Perangkat-perangkat filosofis di atas mengarah pada sebuah paradigma “satu dunia untuk semua”. Faktor-faktor sosial yang menunjangnya adalah kesadaran tentang adanya ketergantungan global, perlunya information society, pengakuan eksistensi sub-kultur, kemitraan gender, orientasi masa depan, pembangunan berkelanjutan, dan masyarakat yang berkeadilan. Inilah kualifikasi yang seyogyanya harus dipenuhi dan diakses oleh peserta didik terutama yang berada di tingkat awal pendidikan tinggi.

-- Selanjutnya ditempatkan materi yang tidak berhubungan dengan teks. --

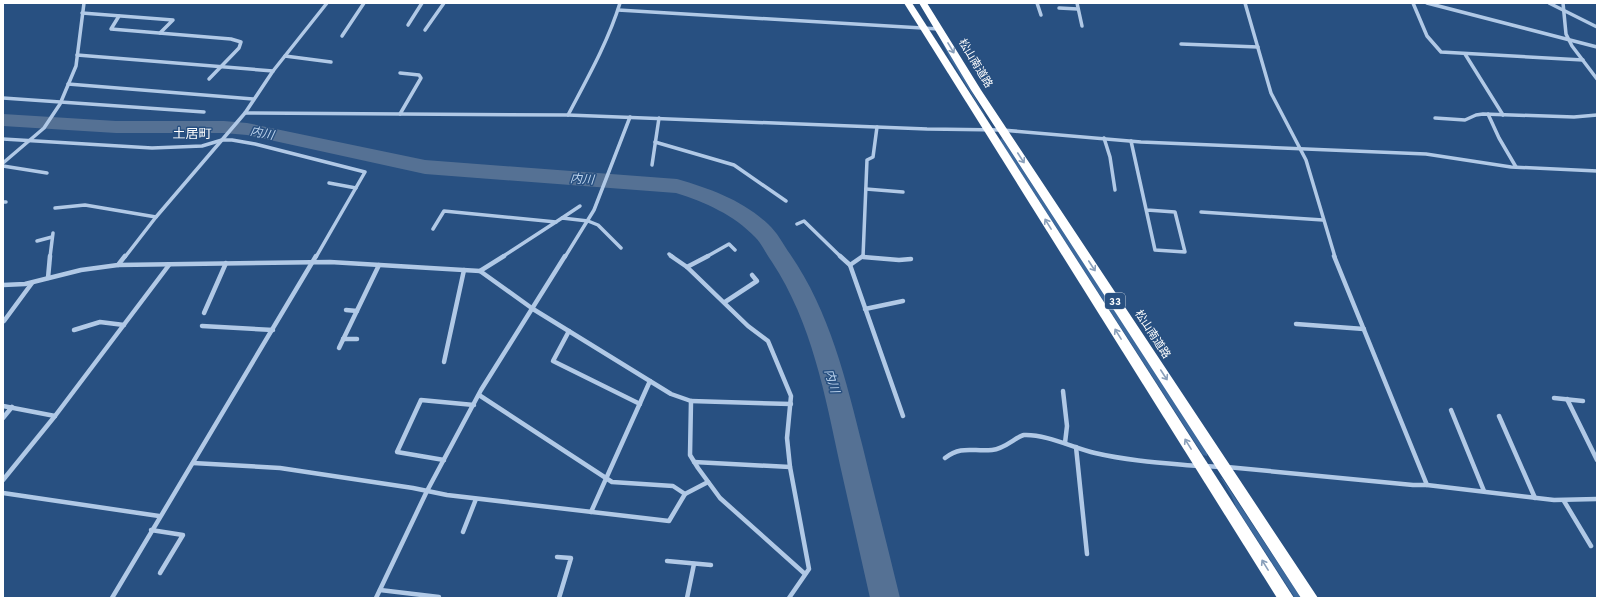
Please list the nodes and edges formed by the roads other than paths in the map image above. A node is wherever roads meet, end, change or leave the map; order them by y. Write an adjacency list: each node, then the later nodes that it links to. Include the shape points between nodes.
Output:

Pendidikan merupakan kebutuhan penting bagi setiap manusia, masyarakat dan bangsa, maka pendidikan harus ditumbuh kembangkan secara sistematis oleh para pengambil kebijakan yang berwenang di negeri ini. Meskipun pembaharuan (transformasi) dilakukan secara terus menerus tetapi upaya itu tidak akan memiliki ujung akhir karena persoalan pendidikan selalu ada selama peradaban dan kehidupan manusia itu masih ada.
Transformasi pendidikan sebagaimana dikatakan oleh para pakar, dapat dilakukan melalui proses sebagaimana H.A.R. Tilaar, (2002) melalui:
1. Desentralisasi pendidikan merupakan usaha untuk:
- membangun masyarakat demokratis,
- pengembangan social capital, dan
- pengembangan daya saing
2. Proses bipolar antara lokalisasi dan nasionalisme/globalisasi.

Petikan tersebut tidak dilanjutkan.